■ Work task: The copy you give must match the listing below exactly and contain no pictures.

---------- Provided entries

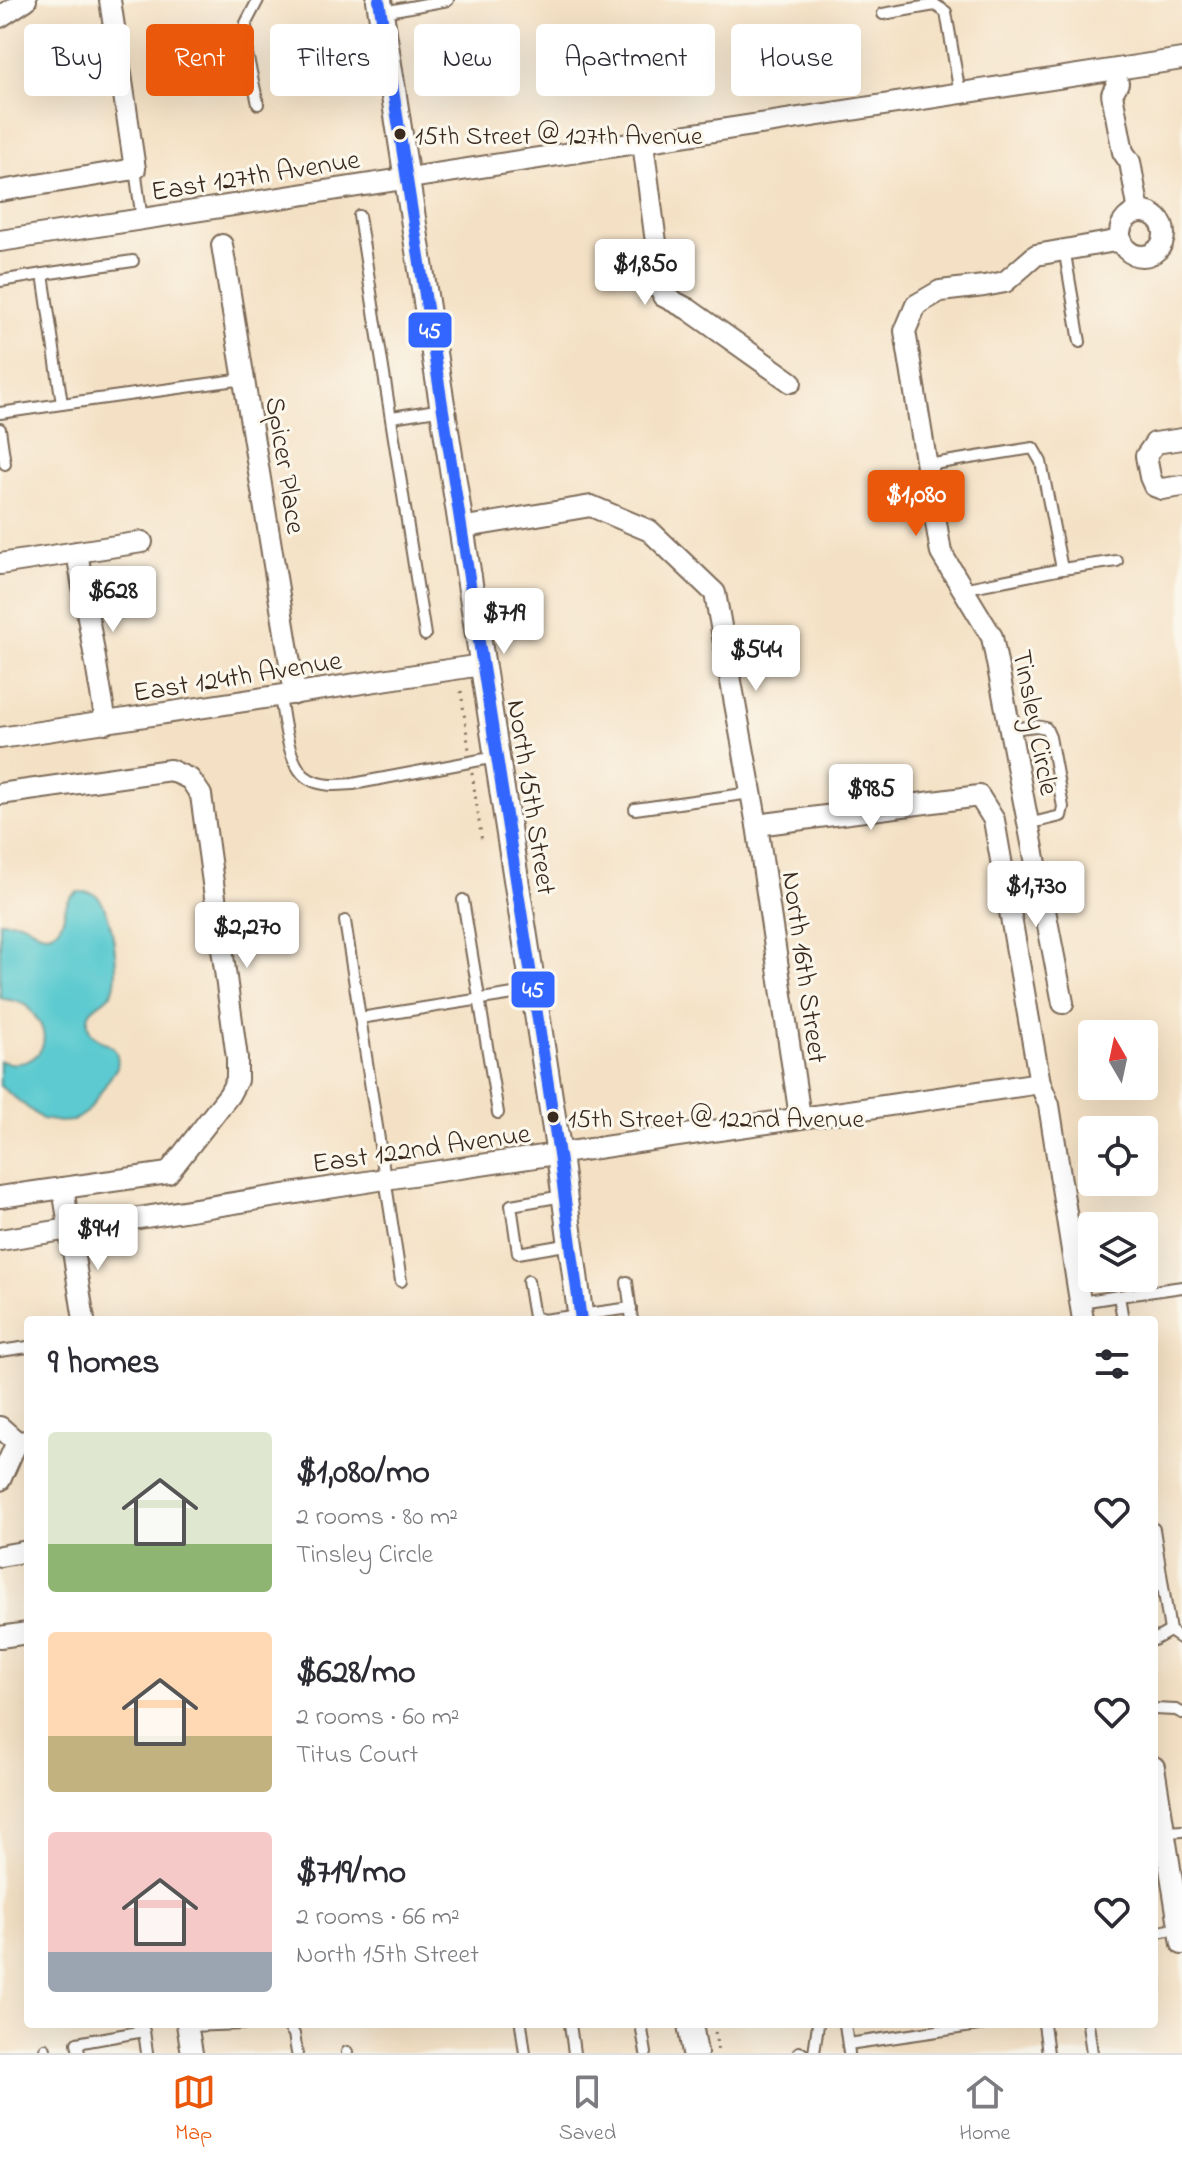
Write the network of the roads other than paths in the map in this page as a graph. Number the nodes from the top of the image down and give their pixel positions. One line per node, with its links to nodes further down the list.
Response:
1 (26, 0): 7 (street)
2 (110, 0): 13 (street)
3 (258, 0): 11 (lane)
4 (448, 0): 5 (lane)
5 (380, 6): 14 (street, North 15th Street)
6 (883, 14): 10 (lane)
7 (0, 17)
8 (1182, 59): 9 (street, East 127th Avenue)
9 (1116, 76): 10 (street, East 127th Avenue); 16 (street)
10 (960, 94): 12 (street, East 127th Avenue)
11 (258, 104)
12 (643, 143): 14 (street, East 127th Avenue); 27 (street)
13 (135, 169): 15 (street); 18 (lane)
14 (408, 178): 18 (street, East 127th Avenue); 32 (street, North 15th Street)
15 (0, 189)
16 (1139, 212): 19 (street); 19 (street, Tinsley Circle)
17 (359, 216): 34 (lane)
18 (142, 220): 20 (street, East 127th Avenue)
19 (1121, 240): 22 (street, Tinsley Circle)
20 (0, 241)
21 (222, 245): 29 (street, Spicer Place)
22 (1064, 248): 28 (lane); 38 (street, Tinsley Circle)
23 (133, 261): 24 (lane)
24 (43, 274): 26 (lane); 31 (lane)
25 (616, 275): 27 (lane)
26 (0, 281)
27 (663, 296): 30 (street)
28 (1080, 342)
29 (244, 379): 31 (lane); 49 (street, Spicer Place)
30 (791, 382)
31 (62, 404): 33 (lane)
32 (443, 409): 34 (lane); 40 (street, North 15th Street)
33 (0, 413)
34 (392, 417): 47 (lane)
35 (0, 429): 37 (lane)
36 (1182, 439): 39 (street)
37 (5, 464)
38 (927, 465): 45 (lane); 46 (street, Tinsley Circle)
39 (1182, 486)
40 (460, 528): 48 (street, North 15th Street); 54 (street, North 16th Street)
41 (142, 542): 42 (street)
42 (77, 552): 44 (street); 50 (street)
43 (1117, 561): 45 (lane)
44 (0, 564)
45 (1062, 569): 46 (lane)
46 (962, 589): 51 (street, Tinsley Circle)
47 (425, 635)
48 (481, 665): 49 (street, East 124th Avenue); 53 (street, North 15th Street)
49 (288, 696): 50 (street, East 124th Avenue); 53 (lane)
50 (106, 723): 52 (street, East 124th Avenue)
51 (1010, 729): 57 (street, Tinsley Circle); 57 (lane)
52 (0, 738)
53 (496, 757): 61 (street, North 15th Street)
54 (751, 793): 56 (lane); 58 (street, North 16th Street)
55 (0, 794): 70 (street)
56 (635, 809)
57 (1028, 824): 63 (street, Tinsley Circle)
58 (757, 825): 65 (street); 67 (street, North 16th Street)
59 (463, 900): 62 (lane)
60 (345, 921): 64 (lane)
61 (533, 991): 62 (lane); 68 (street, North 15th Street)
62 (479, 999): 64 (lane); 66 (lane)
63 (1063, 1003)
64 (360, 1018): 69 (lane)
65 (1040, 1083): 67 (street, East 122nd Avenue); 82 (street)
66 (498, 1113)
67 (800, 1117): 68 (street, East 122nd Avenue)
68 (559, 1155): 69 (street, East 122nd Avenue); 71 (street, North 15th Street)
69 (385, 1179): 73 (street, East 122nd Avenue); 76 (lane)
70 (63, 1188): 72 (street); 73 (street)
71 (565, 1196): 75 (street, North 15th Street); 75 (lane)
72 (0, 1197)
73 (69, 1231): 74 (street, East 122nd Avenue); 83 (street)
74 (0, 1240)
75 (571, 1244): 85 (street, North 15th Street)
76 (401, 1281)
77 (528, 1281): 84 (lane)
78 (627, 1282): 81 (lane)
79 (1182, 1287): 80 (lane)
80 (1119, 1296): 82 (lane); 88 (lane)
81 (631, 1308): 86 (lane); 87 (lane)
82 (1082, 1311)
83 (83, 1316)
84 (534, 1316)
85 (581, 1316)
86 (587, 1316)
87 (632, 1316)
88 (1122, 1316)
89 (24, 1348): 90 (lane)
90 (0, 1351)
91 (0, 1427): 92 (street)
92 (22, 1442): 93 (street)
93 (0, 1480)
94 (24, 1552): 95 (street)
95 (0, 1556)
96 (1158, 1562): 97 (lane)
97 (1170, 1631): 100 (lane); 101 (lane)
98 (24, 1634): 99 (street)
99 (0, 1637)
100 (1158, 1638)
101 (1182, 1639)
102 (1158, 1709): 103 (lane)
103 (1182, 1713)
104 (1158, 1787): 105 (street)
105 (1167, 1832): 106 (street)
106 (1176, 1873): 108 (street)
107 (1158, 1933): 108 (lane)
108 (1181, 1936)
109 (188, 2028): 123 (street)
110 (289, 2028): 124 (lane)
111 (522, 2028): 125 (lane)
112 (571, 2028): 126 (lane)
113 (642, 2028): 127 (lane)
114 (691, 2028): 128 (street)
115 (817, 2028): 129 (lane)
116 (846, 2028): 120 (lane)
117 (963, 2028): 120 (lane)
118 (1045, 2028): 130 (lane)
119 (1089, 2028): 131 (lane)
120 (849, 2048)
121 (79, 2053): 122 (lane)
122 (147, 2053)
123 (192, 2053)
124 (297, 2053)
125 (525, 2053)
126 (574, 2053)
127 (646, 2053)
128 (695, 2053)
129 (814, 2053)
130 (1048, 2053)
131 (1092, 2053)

--------------------

■ Finished task:
Write the network of the roads other than paths in the map in this page as a graph. Number the nodes from the top of the image down and give their pixel positions. One line per node, with its links to nodes further down the list.
Response:
1 (26, 0): 7 (street)
2 (110, 0): 13 (street)
3 (258, 0): 11 (lane)
4 (448, 0): 5 (lane)
5 (380, 6): 14 (street, North 15th Street)
6 (883, 14): 10 (lane)
7 (0, 17)
8 (1182, 59): 9 (street, East 127th Avenue)
9 (1116, 76): 10 (street, East 127th Avenue); 16 (street)
10 (960, 94): 12 (street, East 127th Avenue)
11 (258, 104)
12 (643, 143): 14 (street, East 127th Avenue); 27 (street)
13 (135, 169): 15 (street); 18 (lane)
14 (408, 178): 18 (street, East 127th Avenue); 32 (street, North 15th Street)
15 (0, 189)
16 (1139, 212): 19 (street); 19 (street, Tinsley Circle)
17 (359, 216): 34 (lane)
18 (142, 220): 20 (street, East 127th Avenue)
19 (1121, 240): 22 (street, Tinsley Circle)
20 (0, 241)
21 (222, 245): 29 (street, Spicer Place)
22 (1064, 248): 28 (lane); 38 (street, Tinsley Circle)
23 (133, 261): 24 (lane)
24 (43, 274): 26 (lane); 31 (lane)
25 (616, 275): 27 (lane)
26 (0, 281)
27 (663, 296): 30 (street)
28 (1080, 342)
29 (244, 379): 31 (lane); 49 (street, Spicer Place)
30 (791, 382)
31 (62, 404): 33 (lane)
32 (443, 409): 34 (lane); 40 (street, North 15th Street)
33 (0, 413)
34 (392, 417): 47 (lane)
35 (0, 429): 37 (lane)
36 (1182, 439): 39 (street)
37 (5, 464)
38 (927, 465): 45 (lane); 46 (street, Tinsley Circle)
39 (1182, 486)
40 (460, 528): 48 (street, North 15th Street); 54 (street, North 16th Street)
41 (142, 542): 42 (street)
42 (77, 552): 44 (street); 50 (street)
43 (1117, 561): 45 (lane)
44 (0, 564)
45 (1062, 569): 46 (lane)
46 (962, 589): 51 (street, Tinsley Circle)
47 (425, 635)
48 (481, 665): 49 (street, East 124th Avenue); 53 (street, North 15th Street)
49 (288, 696): 50 (street, East 124th Avenue); 53 (lane)
50 (106, 723): 52 (street, East 124th Avenue)
51 (1010, 729): 57 (street, Tinsley Circle); 57 (lane)
52 (0, 738)
53 (496, 757): 61 (street, North 15th Street)
54 (751, 793): 56 (lane); 58 (street, North 16th Street)
55 (0, 794): 70 (street)
56 (635, 809)
57 (1028, 824): 63 (street, Tinsley Circle)
58 (757, 825): 65 (street); 67 (street, North 16th Street)
59 (463, 900): 62 (lane)
60 (345, 921): 64 (lane)
61 (533, 991): 62 (lane); 68 (street, North 15th Street)
62 (479, 999): 64 (lane); 66 (lane)
63 (1063, 1003)
64 (360, 1018): 69 (lane)
65 (1040, 1083): 67 (street, East 122nd Avenue); 82 (street)
66 (498, 1113)
67 (800, 1117): 68 (street, East 122nd Avenue)
68 (559, 1155): 69 (street, East 122nd Avenue); 71 (street, North 15th Street)
69 (385, 1179): 73 (street, East 122nd Avenue); 76 (lane)
70 (63, 1188): 72 (street); 73 (street)
71 (565, 1196): 75 (street, North 15th Street); 75 (lane)
72 (0, 1197)
73 (69, 1231): 74 (street, East 122nd Avenue); 83 (street)
74 (0, 1240)
75 (571, 1244): 85 (street, North 15th Street)
76 (401, 1281)
77 (528, 1281): 84 (lane)
78 (627, 1282): 81 (lane)
79 (1182, 1287): 80 (lane)
80 (1119, 1296): 82 (lane); 88 (lane)
81 (631, 1308): 86 (lane); 87 (lane)
82 (1082, 1311)
83 (83, 1316)
84 (534, 1316)
85 (581, 1316)
86 (587, 1316)
87 (632, 1316)
88 (1122, 1316)
89 (24, 1348): 90 (lane)
90 (0, 1351)
91 (0, 1427): 92 (street)
92 (22, 1442): 93 (street)
93 (0, 1480)
94 (24, 1552): 95 (street)
95 (0, 1556)
96 (1158, 1562): 97 (lane)
97 (1170, 1631): 100 (lane); 101 (lane)
98 (24, 1634): 99 (street)
99 (0, 1637)
100 (1158, 1638)
101 (1182, 1639)
102 (1158, 1709): 103 (lane)
103 (1182, 1713)
104 (1158, 1787): 105 (street)
105 (1167, 1832): 106 (street)
106 (1176, 1873): 108 (street)
107 (1158, 1933): 108 (lane)
108 (1181, 1936)
109 (188, 2028): 123 (street)
110 (289, 2028): 124 (lane)
111 (522, 2028): 125 (lane)
112 (571, 2028): 126 (lane)
113 (642, 2028): 127 (lane)
114 (691, 2028): 128 (street)
115 (817, 2028): 129 (lane)
116 (846, 2028): 120 (lane)
117 (963, 2028): 120 (lane)
118 (1045, 2028): 130 (lane)
119 (1089, 2028): 131 (lane)
120 (849, 2048)
121 (79, 2053): 122 (lane)
122 (147, 2053)
123 (192, 2053)
124 (297, 2053)
125 (525, 2053)
126 (574, 2053)
127 (646, 2053)
128 (695, 2053)
129 (814, 2053)
130 (1048, 2053)
131 (1092, 2053)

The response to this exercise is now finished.